LE CARTOLINE PROFUMAVANO DI CREMA
Spigolature storiche

E’ un piacevole tuffo in quel segmento di vita contraddistinto da tradizioni ormai dimenticate, riferite al “Come eravamo”: un delicato affresco celebrato nelle simpatiche cartoline d’epoca che recano gli auguri della Pasqua tramite un allegro tripudio di soffici quadretti che suscitano una nota di rimpianto, di nostalgia, dati i tempi cupi che ingrigiscono gli animi.
Deliziose immagini evocano, tra l’altro, il mondo di un’infanzia serena, all’insegna della semplicità, della naturalezza: un mondo di bambini che si trastullavano gioiosamente in luoghi, come prati, campagne non inquinate (tranquille oasi di pace) appagati del poco, non ancora avviati all’obesità, dall’overdose di merendine e giochi al computer.
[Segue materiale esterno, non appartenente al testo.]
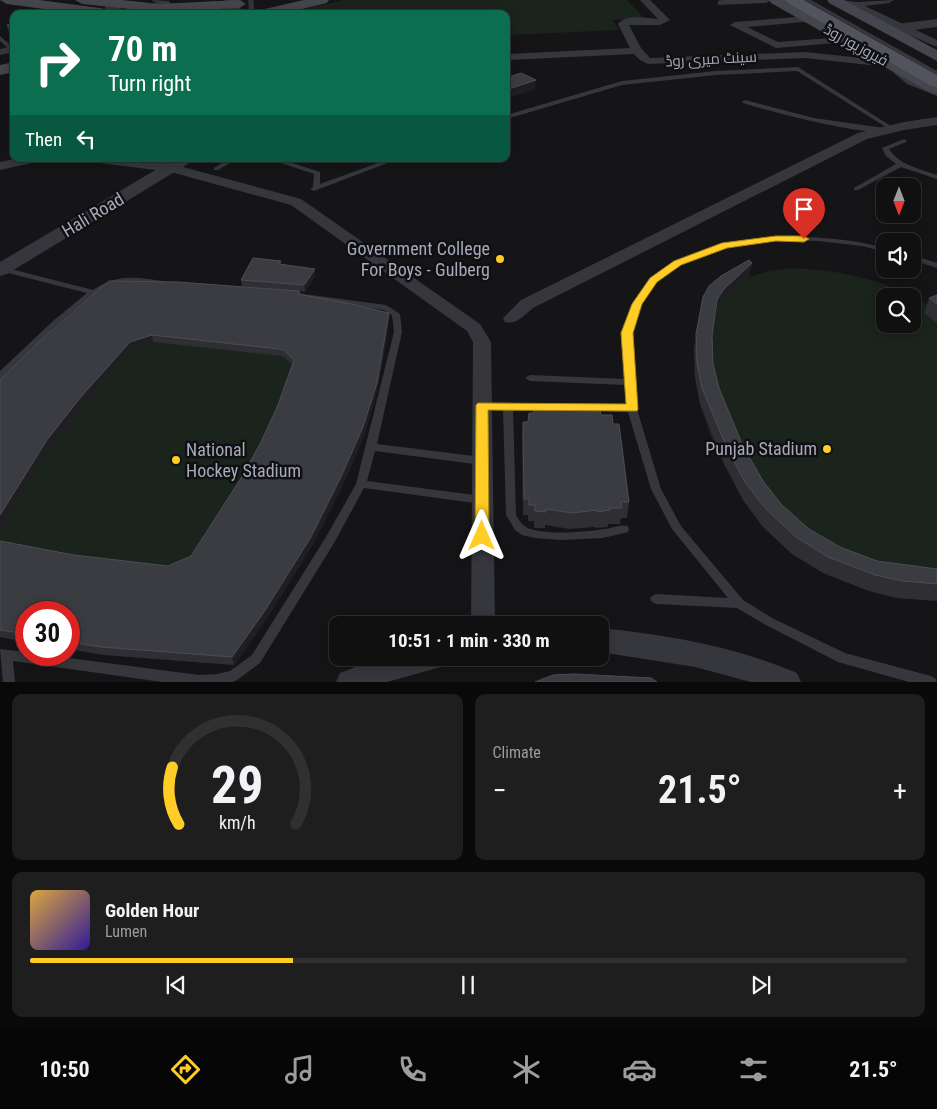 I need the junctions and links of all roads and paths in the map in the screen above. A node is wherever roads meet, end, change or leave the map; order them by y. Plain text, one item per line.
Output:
1 (7, 0) edge
2 (39, 0) edge
3 (82, 0) edge
4 (287, 0) edge
5 (292, 0) edge
6 (322, 0) edge
7 (645, 0) edge
8 (766, 0) edge
9 (776, 0) edge
10 (793, 0) edge
11 (807, 0) edge
12 (819, 0) edge
13 (834, 0) edge
14 (846, 0) edge
15 (889, 0) edge
16 (721, 3) dead end
17 (162, 4) edge
18 (856, 5) junction
19 (111, 6) edge
20 (256, 7) edge
21 (237, 9) edge
22 (140, 10) edge
23 (810, 19) junction
24 (937, 23) edge
25 (896, 28) junction
26 (0, 38) edge
27 (831, 41) dead end
28 (937, 44) edge
29 (776, 45) junction
30 (747, 48) dead end
31 (638, 50) junction
32 (0, 52) edge
33 (10, 52) edge
34 (510, 57) edge
35 (896, 63) junction
36 (934, 64) edge
37 (937, 82) edge
38 (937, 91) edge
39 (745, 102) dead end
40 (510, 116) edge
41 (937, 121) edge
42 (888, 129) junction
43 (904, 141) dead end
44 (18, 162) edge
45 (159, 162) edge
46 (228, 162) edge
47 (283, 162) edge
48 (387, 162) edge
49 (179, 163) edge
50 (901, 164) junction
51 (0, 166) edge
52 (216, 169) dead end
53 (937, 177) edge
54 (856, 189) dead end
55 (876, 248) edge
56 (921, 260) edge
57 (937, 266) edge
58 (2, 270) edge
59 (173, 284) edge
60 (92, 292) junction
61 (280, 293) edge
62 (510, 318) dead end
63 (0, 376) edge
64 (530, 378) dead end
65 (630, 382) junction
66 (482, 405) junction
67 (508, 406) junction
68 (632, 409) junction
69 (371, 447) junction
70 (482, 461) junction
71 (361, 484) junction
72 (482, 500) junction
73 (624, 529) dead end
74 (656, 599) dead end
75 (739, 603) junction
76 (483, 616) edge
77 (609, 641) edge
78 (3, 654) edge
79 (397, 666) edge
80 (9, 682) edge
81 (351, 682) edge
82 (786, 682) edge
83 (931, 682) edge

1 - 19 main road
2 - 19 main road
3 - 19 main road
4 - 20 main road
5 - 21 main road
6 - 20 main road
7 - 31 street
8 - 16 street
9 - 23 main road, فیروزپور روڈ
10 - 35 main road
11 - 36 lane
12 - 36 main road
13 - 25 main road, فیروزپور روڈ
14 - 18 street
15 - 18 street
17 - 21 main road
17 - 22 main road
18 - 25 street
19 - 22 main road
20 - 21 main road
23 - 29 street
23 - 35 main road, فیروزپور روڈ
24 - 25 street
25 - 28 street
25 - 36 main road, فیروزپور روڈ
26 - 33 lane
27 - 29 street
29 - 30 street
31 - 34 street
31 - 35 street, سینٹ میری روڈ
32 - 33 street
35 - 37 main road, فیروزپور روڈ
35 - 38 main road, فیروزپور روڈ
39 - 42 lane
40 - 42 lane
41 - 42 street
42 - 62 street
43 - 50 lane
44 - 51 street
45 - 49 street
46 - 52 lane
47 - 48 lane
49 - 58 street, Hali Road
49 - 66 street
50 - 53 lane
50 - 54 lane
55 - 65 lane
56 - 57 lane
58 - 60 lane
59 - 60 lane
60 - 63 lane
61 - 69 lane
64 - 65 lane
65 - 68 lane
66 - 67 lane
66 - 70 street
67 - 68 lane
67 - 73 lane
68 - 75 lane
69 - 70 lane
69 - 71 lane
70 - 72 street
71 - 72 lane
71 - 78 lane
72 - 76 street
74 - 75 lane
75 - 83 lane
77 - 82 street
78 - 80 lane
79 - 81 street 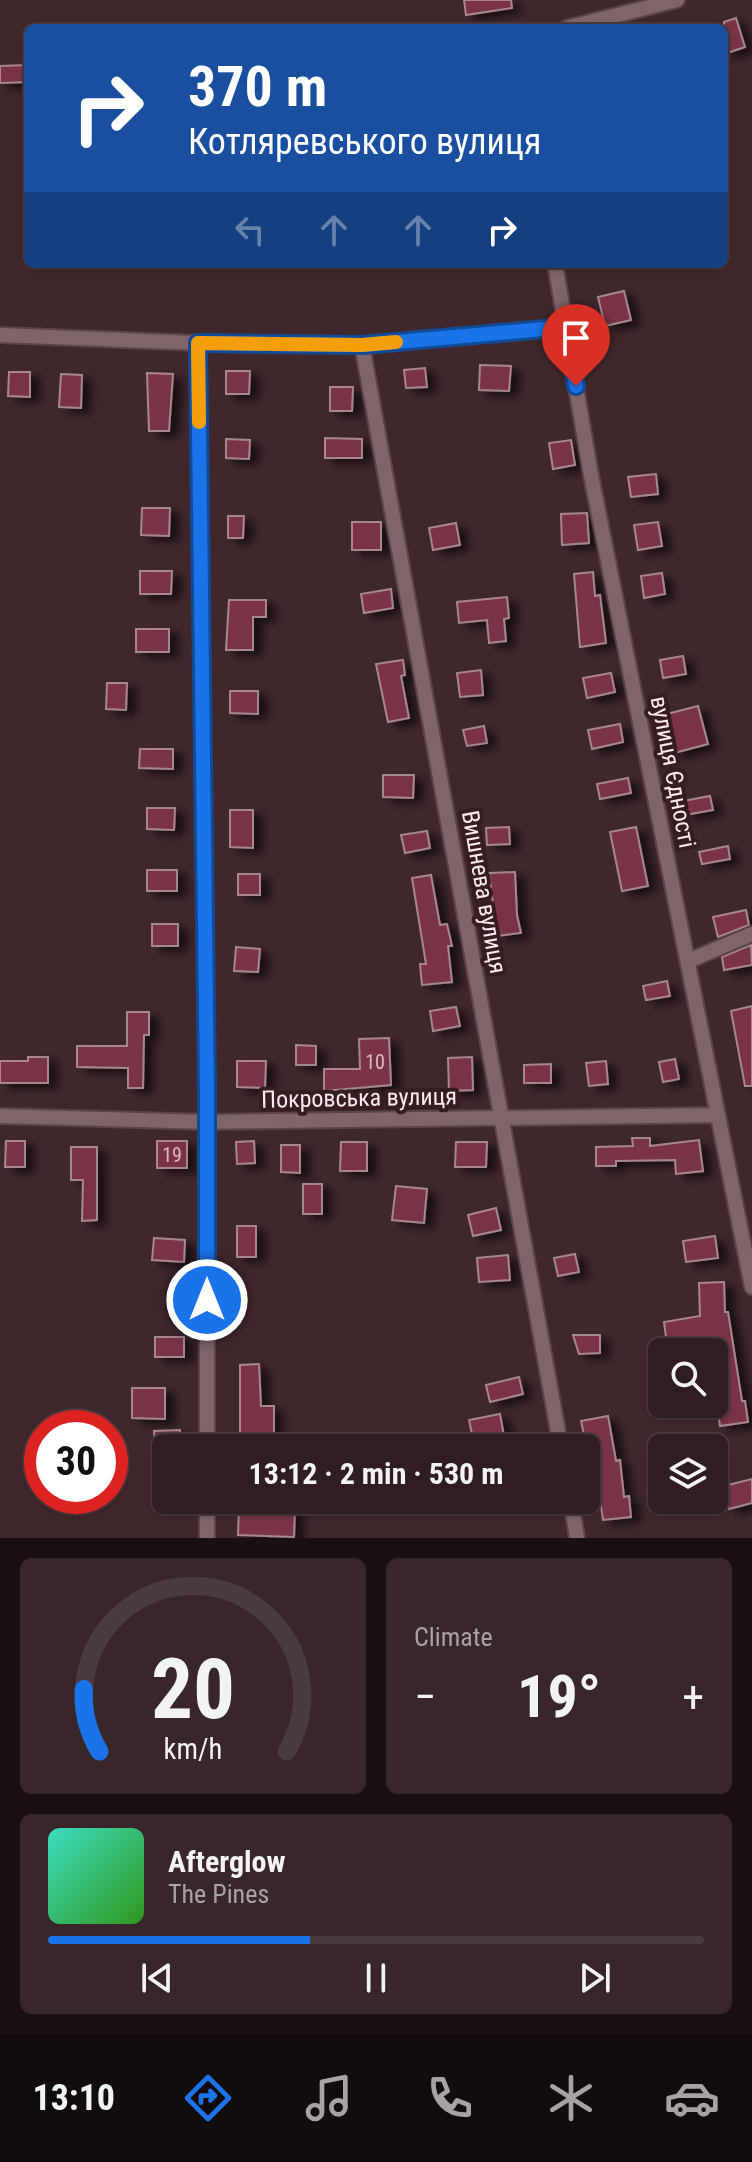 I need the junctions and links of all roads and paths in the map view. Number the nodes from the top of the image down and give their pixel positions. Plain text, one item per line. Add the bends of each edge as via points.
1 (677, 0) edge
2 (582, 24) edge
3 (556, 268) edge
4 (567, 327) junction
5 (0, 335) edge
6 (198, 343) junction
7 (362, 345) junction
8 (752, 934) edge
9 (688, 961) junction
10 (718, 1115) junction
11 (0, 1116) edge
12 (503, 1119) junction
13 (207, 1122) junction
14 (752, 1287) edge
15 (207, 1434) edge
16 (559, 1434) edge
17 (207, 1514) edge
18 (573, 1514) edge
19 (207, 1538) edge
20 (577, 1538) edge

1 - 2 street
3 - 4 street, вулиця Єдності
4 - 7 street
4 - 9 street, вулиця Єдності via 591,475
5 - 6 street
6 - 7 street
6 - 13 street
7 - 12 street, Вишнева вулиця
8 - 9 street
9 - 10 street, вулиця Єдності
10 - 12 street, Покровська вулиця
10 - 14 street, вулиця Єдності
11 - 13 street, Покровська вулиця
12 - 13 street, Покровська вулиця
12 - 16 street, Вишнева вулиця
13 - 15 street
17 - 19 street
18 - 20 street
Disegni, illustrazioni dal sapore fiabesco, innocente. Un immaginario bucolico, agreste relegato, oggi, a sogni impossibili.
Andando oltre al messaggio augurale, vi si può leggere, in chiave sociologica, la rappresentazione di un’Italia, contadina o urbana, idealizzata non afflitta da problematiche. Idilliaca, fedele ancora a costumi, tradizioni, ai valori devozionali, al senso della famiglia, e della paternità. Vi faceva capolino il tono sfumato, qualche accenno a periodi di miseria, di stenti dovuti alle infauste ripercussioni dell’ultima guerra. A suo tempo anche una popolare canzone suonava come monito a sparare fiori dalle bocche dei cannoni.
Volesse il cielo che per sempre tacessero i suoni di guerre nefaste!
Passano tra le nostre mani le cartoline un po’ ingiallite, incipriate dalla polvere degli anni, sgusciano furtive dagli album della nonna o fanno bella mostra nei mercatini di occasioni, ambite da amatori e collezionisti.
Attirano la nostra curiosità, sbalordiscono i più giovani, fanno spuntare un sorriso, scevro di ironia, di compiacimento, di sorpresa! Conservano, dopo lunghi anni, il profumo degli affetti, il sapore di vaniglia delle focacce caserecce che arricchivano le tavole nella domenica pasquale, secondo una ritualità perduta.
Assai gradevoli esteticamente per il retroterra di ricordi, di lievi emozioni che riferiscono alla nostra memoria lontana, le belle cartoline pasquali, tratteggiano armoniosamente profili di scenette idilliache, bucoliche.
Tutto un mondo intriso di una pennellata poetica, di un sognante stupore che noi, uomini disincantati, stritolati dalle spire di una vita frenetica e convulsa, abbiamo smarrito.
E non indugiamo, né ci attardiamo a contemplare le bellezze della natura.
Così, mentre ci si attarda presso una bancarella del mercatino, alla ricerca di un antidoto ai convulsi ritmi esistenziali, ci lasciamo andare ad angoli di sogni sfumati, deliziati dall’aerea visione di ridenti angioletti mentre si dondolano su una fune fiorita, intenti a far suonare un pesante bronzo. O sospesi tra cielo e terra, volteggiano su distese fiorite dove corrono spensieratamente bimbi, agnelli e ochette.
Contadinelle si destreggiano tra uova, pulcini, coniglietti, mentre candide colombe e garrule rondini sospendono i voli, rapite dal melodioso zufolare del pastorello.
Nell’armonia di un paesaggio e di una natura che risorge a nuova vita (metafora dell’uomo che rinasce con la Risurrezione), tra ulivi, peschi in fiore appare la figura del Buon Pastore, del Cristo adolescente ad annunciare la pace e la gioia del grande giorno.
E ancora bambini vestiti a festa, con buffi cappellini di paglia, trattengono tra le mani coloriti mazzolini di fiori campestri o stringono al petto soffici agnellini, simboli di pace, di amore.
Un felice naturalismo, una freschezza di atteggiamenti è sottesa delicatamente nelle scene rappresentate: una gamma di impressioni giocate su una coralità di sentimenti, quali l’amicizia, la condivisione di momenti, di esperienze di vita, il senso della famiglia.
Ideali e valori rievocati da atmosfere “fuori tempo” su cui si stempera un sorriso benevolo, compiacente. Visioni che riscaldano il cuore con quella gioia profonda, innovatrice che sa dare la Pasqua.